GIVEN DATA:
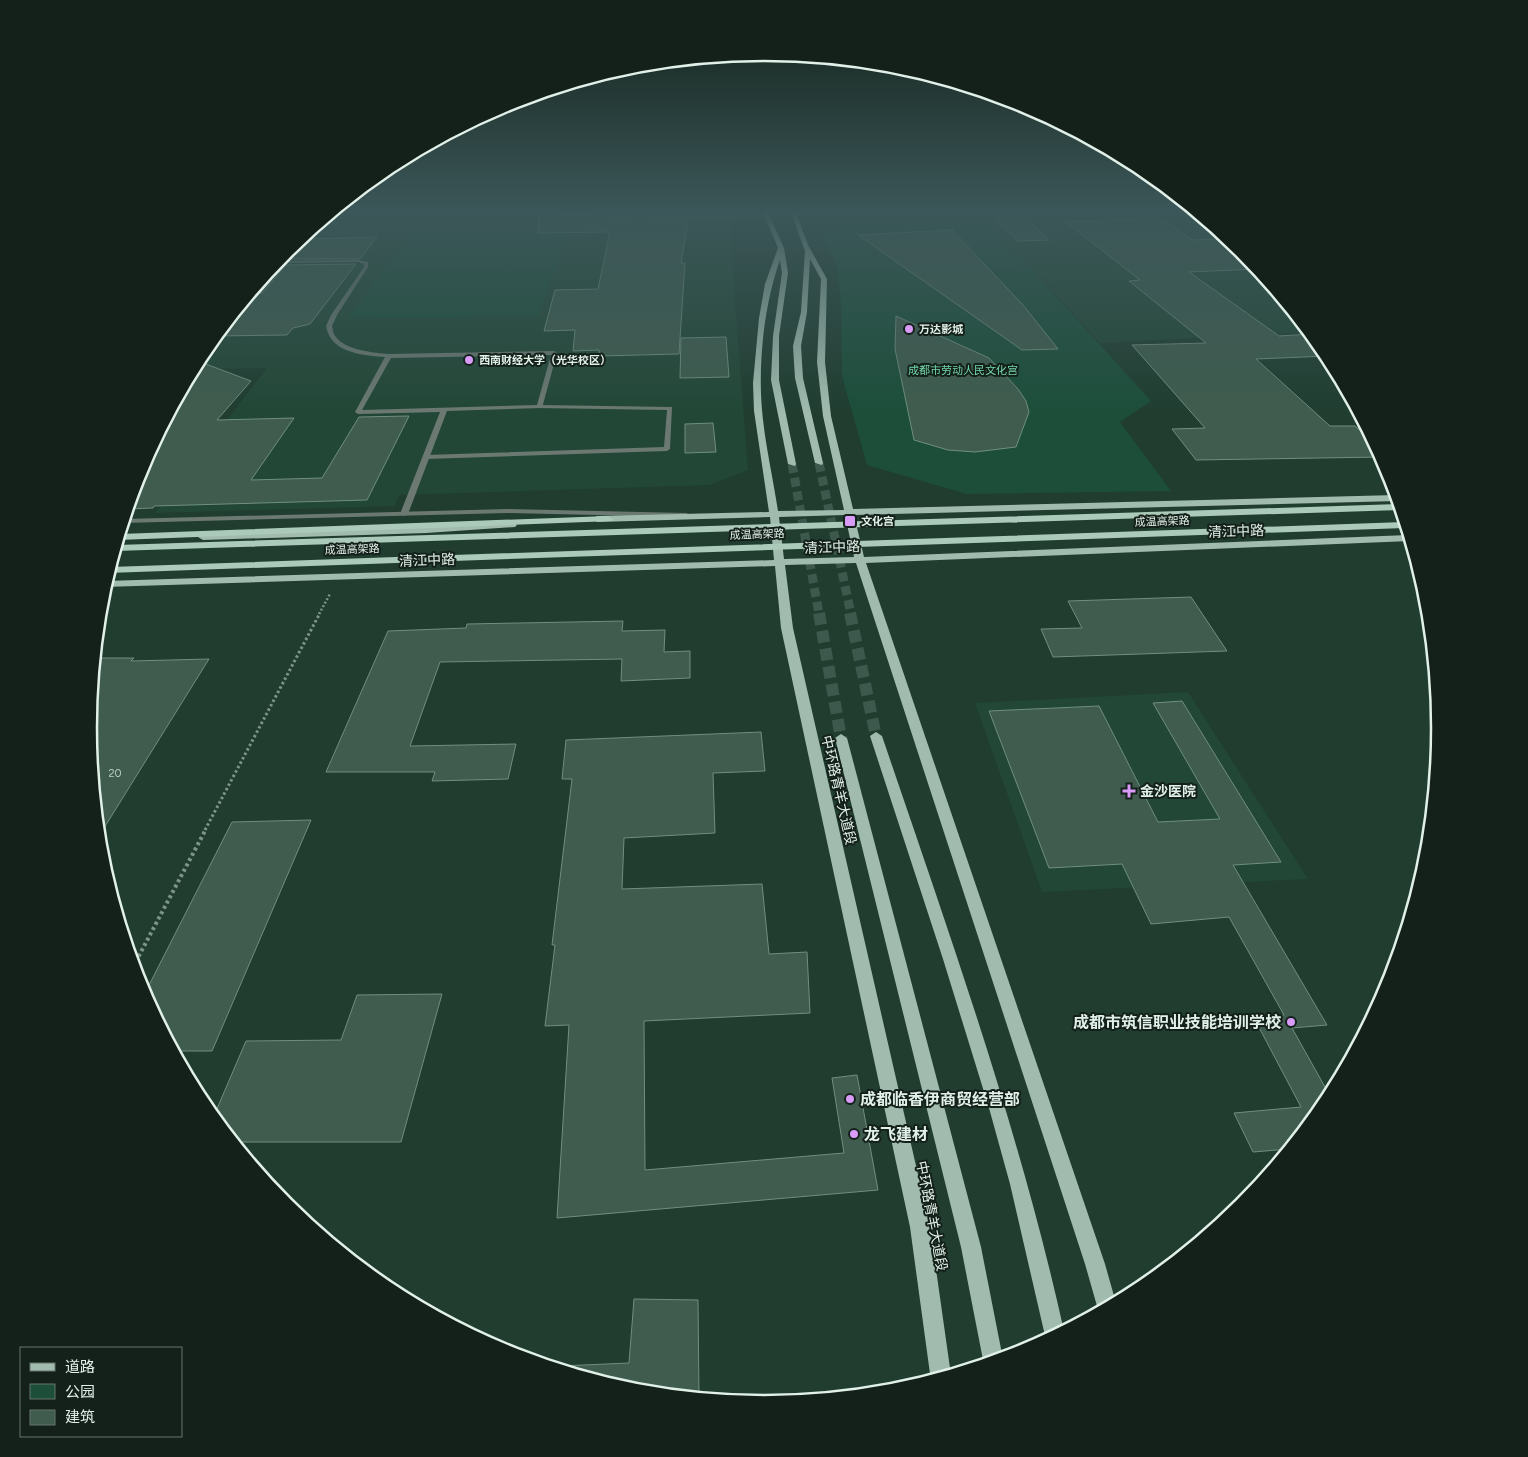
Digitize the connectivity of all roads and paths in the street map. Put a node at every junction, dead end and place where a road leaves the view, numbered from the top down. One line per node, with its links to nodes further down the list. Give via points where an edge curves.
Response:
1 (359, 278): 6 (street, via 328,326 333,338 346,346 368,354)
2 (770, 278): 16 (main road, 中环路青羊大道段, via 758,360 758,411)
3 (784, 278): 11 (main road, via 776,336 775,380)
4 (806, 278): 10 (main road, via 797,346 799,378)
5 (823, 278): 14 (main road, via 821,340 824,387)
6 (389, 356): 7 (street, via 554,352); 8 (street, via 358,412)
7 (540, 407): 8 (street); 9 (street, via 670,408 667,449)
8 (444, 410): 9 (street)
9 (426, 457): 15 (street)
10 (819, 463)
11 (792, 464)
12 (1390, 498): 14 (main road, 清江中路)
13 (1393, 507): 26 (highway, 成温高架路)
14 (850, 512): 16 (main road, 清江中路); 27 (main road)
15 (404, 514): 17 (street, via 508,511); 19 (street)
16 (774, 514): 17 (main road, 清江中路); 28 (main road, 中环路青羊大道段)
17 (727, 516): 18 (main road, 清江中路)
18 (608, 519): 24 (highway); 25 (main road, 清江中路, via 426,530)
19 (130, 521)
20 (1399, 525): 21 (highway, 成温高架路)
21 (1272, 530): 23 (highway); 29 (highway, 成温高架路)
22 (1403, 537): 27 (main road, 清江中路)
23 (1403, 537)
24 (125, 538)
25 (125, 538)
26 (122, 548)
27 (860, 560): 28 (main road, 清江中路); 35 (main road)
28 (780, 562): 30 (main road, 清江中路); 38 (main road, 中环路青羊大道段, via 790,638 920,1227)
29 (116, 570)
30 (339, 576): 31 (main road, 清江中路); 34 (path)
31 (113, 584)
32 (876, 736): 36 (main road, via 999,1111 1046,1286)
33 (840, 738): 37 (main road, via 971,1247)
34 (138, 958)
35 (1105, 1302)
36 (1054, 1329)
37 (992, 1355)
38 (940, 1372)

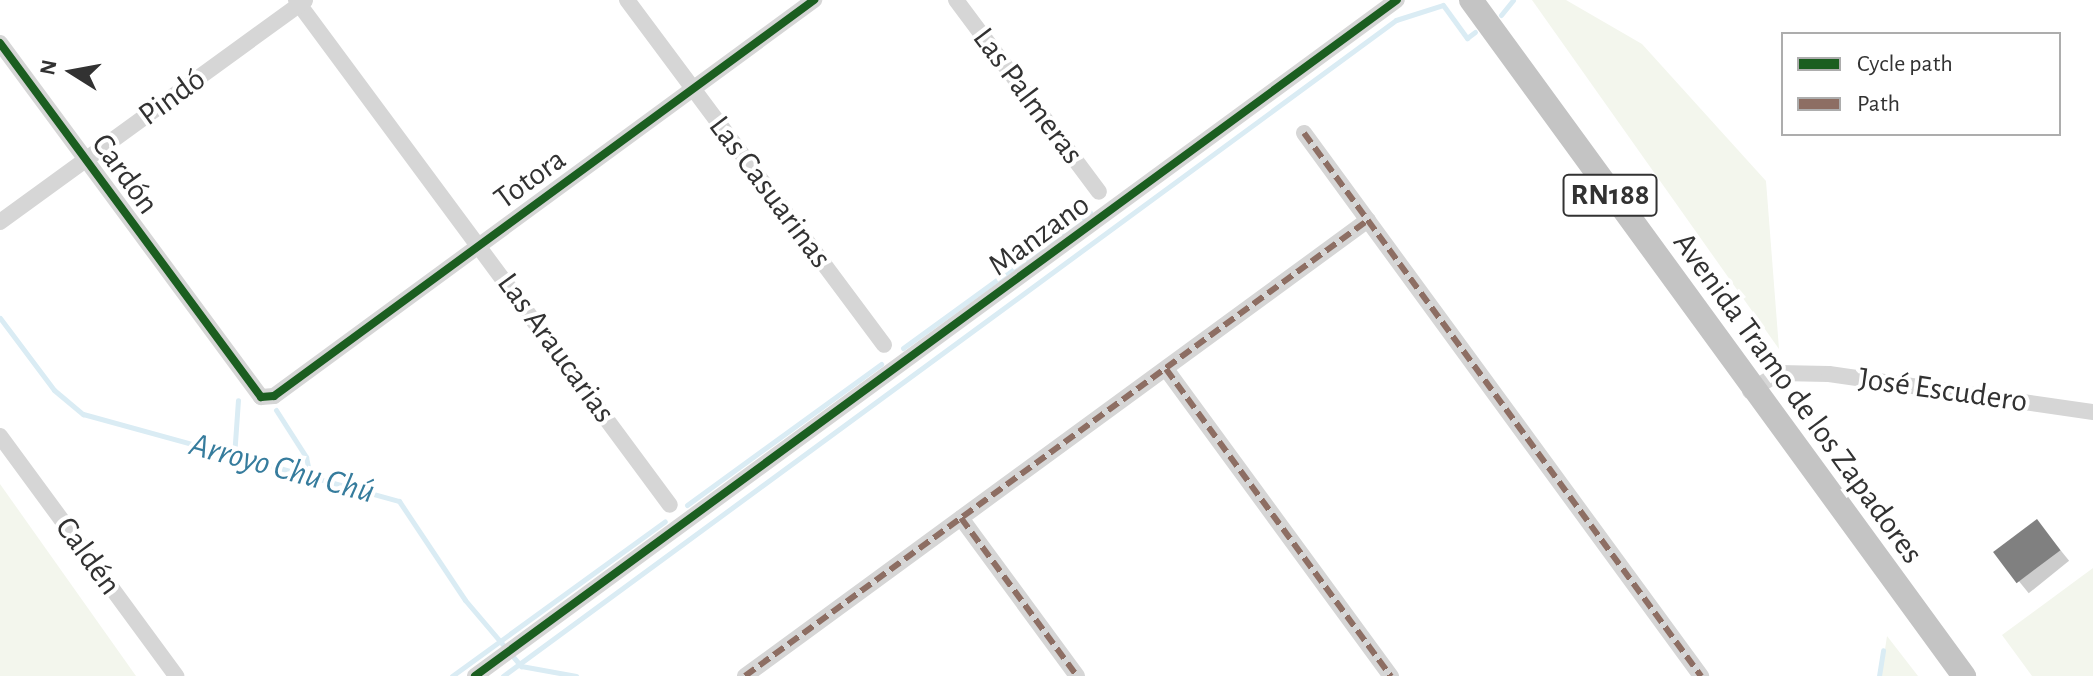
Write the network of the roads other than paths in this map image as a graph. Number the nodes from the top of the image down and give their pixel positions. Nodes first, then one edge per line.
1 (627, 0) edge
2 (814, 0) edge
3 (956, 0) edge
4 (1471, 0) edge
5 (300, 1) edge
6 (1390, 2) edge
7 (0, 43) edge
8 (693, 89) junction
9 (1304, 133) dead end
10 (86, 160) junction
11 (1099, 192) dead end
12 (1368, 220) junction
13 (0, 222) edge
14 (480, 245) junction
15 (884, 345) dead end
16 (1166, 369) junction
17 (1750, 391) junction
18 (274, 396) joint
19 (2093, 412) edge
20 (0, 436) edge
21 (670, 505) dead end
22 (961, 518) junction
23 (176, 676) edge
24 (475, 676) edge
25 (745, 676) edge
26 (1077, 676) edge
27 (1391, 676) edge
28 (1701, 676) edge
29 (1964, 676) edge

1 - 8 street, Las Casuarinas
2 - 8 street, Totora
3 - 11 street, Las Palmeras
4 - 17 highway, Avenida Tramo de los Zapadores / RN188
5 - 10 street, Pindó
5 - 14 street, Las Araucarias
6 - 24 street, Manzano
7 - 10 street, Cardón
8 - 14 street, Totora
8 - 15 street, Las Casuarinas
9 - 12 street
10 - 13 street, Pindó
10 - 18 street, Cardón
12 - 16 street
12 - 28 street
14 - 18 street, Totora
14 - 21 street, Las Araucarias
16 - 22 street
16 - 27 street
17 - 19 street, José Escudero
17 - 29 highway, Avenida Tramo de los Zapadores / RN188
20 - 23 street, Caldén
22 - 25 street
22 - 26 street

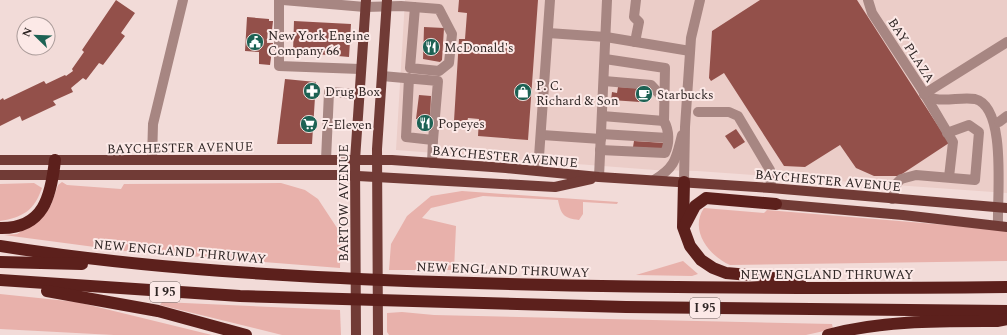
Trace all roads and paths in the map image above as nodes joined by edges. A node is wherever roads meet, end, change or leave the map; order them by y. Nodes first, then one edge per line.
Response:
1 (183, 0) edge
2 (279, 0) edge
3 (283, 0) edge
4 (550, 0) edge
5 (607, 0) edge
6 (636, 0) edge
7 (868, 0) edge
8 (701, 1) edge
9 (387, 3) edge
10 (365, 4) edge
11 (435, 6) edge
12 (415, 7) junction
13 (548, 33) junction
14 (606, 37) junction
15 (635, 42) junction
16 (1007, 42) edge
17 (690, 51) junction
18 (605, 59) junction
19 (360, 70) junction
20 (382, 76) junction
21 (408, 78) junction
22 (604, 80) junction
23 (359, 94) junction
24 (924, 94) junction
25 (664, 98) junction
26 (698, 112) dead end
27 (602, 116) junction
28 (1003, 119) edge
29 (664, 121) junction
30 (685, 127) junction
31 (947, 133) junction
32 (542, 135) junction
33 (1005, 135) edge
34 (601, 136) junction
35 (668, 138) junction
36 (433, 140) junction
37 (1005, 149) edge
38 (600, 150) junction
39 (0, 160) edge
40 (55, 160) junction
41 (152, 160) junction
42 (326, 160) junction
43 (355, 160) junction
44 (377, 160) junction
45 (432, 162) junction
46 (538, 171) junction
47 (0, 175) edge
48 (54, 175) junction
49 (355, 176) junction
50 (377, 177) junction
51 (599, 177) junction
52 (948, 177) junction
53 (654, 180) junction
54 (684, 182) junction
55 (771, 188) junction
56 (892, 199) junction
57 (776, 204) joint
58 (1002, 207) edge
59 (1002, 226) edge
60 (683, 227) junction
61 (0, 228) edge
62 (0, 246) edge
63 (0, 262) edge
64 (155, 265) junction
65 (0, 281) edge
66 (1007, 287) edge
67 (830, 288) junction
68 (1007, 311) edge
69 (1007, 319) edge
70 (246, 335) edge
71 (356, 335) edge
72 (378, 335) edge
73 (828, 335) edge

1 - 41 street
2 - 19 street
3 - 10 street
4 - 13 street
5 - 14 street
6 - 15 street
7 - 24 street, BAY PLAZA
8 - 17 street
9 - 10 street
9 - 12 street
9 - 20 main road
10 - 19 main road, BARTOW AVENUE
11 - 12 street
11 - 12 street
13 - 14 street
13 - 32 street
14 - 15 street
14 - 18 street
15 - 17 street
16 - 24 street
17 - 30 street
18 - 22 street
18 - 25 street
19 - 23 main road, BARTOW AVENUE
20 - 21 street
20 - 44 main road
21 - 36 street
21 - 36 street
22 - 25 street
22 - 27 street
23 - 42 street
23 - 43 main road, BARTOW AVENUE
24 - 28 street, BAY PLAZA
24 - 31 street
25 - 29 street
26 - 55 street
27 - 29 street
27 - 34 street
28 - 33 street, BAY PLAZA
29 - 35 street
30 - 53 street
30 - 54 street
31 - 52 street
31 - 52 street
32 - 34 street
32 - 46 street
33 - 37 street, BAY PLAZA
34 - 35 street
34 - 38 street
35 - 38 street
36 - 45 street
37 - 58 street, BAY PLAZA
38 - 51 street
39 - 40 main road, BAYCHESTER AVENUE
40 - 41 main road, BAYCHESTER AVENUE
40 - 48 highway
41 - 42 main road, BAYCHESTER AVENUE
42 - 43 main road, BAYCHESTER AVENUE
43 - 44 main road, BAYCHESTER AVENUE
43 - 49 main road, BARTOW AVENUE
44 - 45 main road, BAYCHESTER AVENUE
44 - 50 main road
45 - 46 main road, BAYCHESTER AVENUE
46 - 51 main road, BAYCHESTER AVENUE
47 - 48 main road, BAYCHESTER AVENUE
48 - 49 main road, BAYCHESTER AVENUE
48 - 61 highway
49 - 50 main road, BAYCHESTER AVENUE
49 - 71 main road, BARTOW AVENUE
50 - 51 main road, BAYCHESTER AVENUE
50 - 72 main road
51 - 53 main road, BAYCHESTER AVENUE
52 - 56 street
53 - 54 main road, BAYCHESTER AVENUE
54 - 55 main road, BAYCHESTER AVENUE
54 - 60 highway
55 - 56 main road, BAYCHESTER AVENUE
56 - 58 main road, BAYCHESTER AVENUE
57 - 59 main road
57 - 60 highway
58 - 59 street, BAY PLAZA
60 - 67 highway
62 - 64 highway, NEW ENGLAND THRUWAY / I 95
63 - 64 highway
64 - 67 highway, NEW ENGLAND THRUWAY / I 95
65 - 68 highway, I 95
65 - 70 highway
66 - 67 highway, NEW ENGLAND THRUWAY / I 95
69 - 73 highway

ABOUT THIS EXERCISE: Report every line in the listing that holds the word "Avenida".

SOLUTION TO THIS EXERCISE:
4 - 17 highway, Avenida Tramo de los Zapadores / RN188
17 - 29 highway, Avenida Tramo de los Zapadores / RN188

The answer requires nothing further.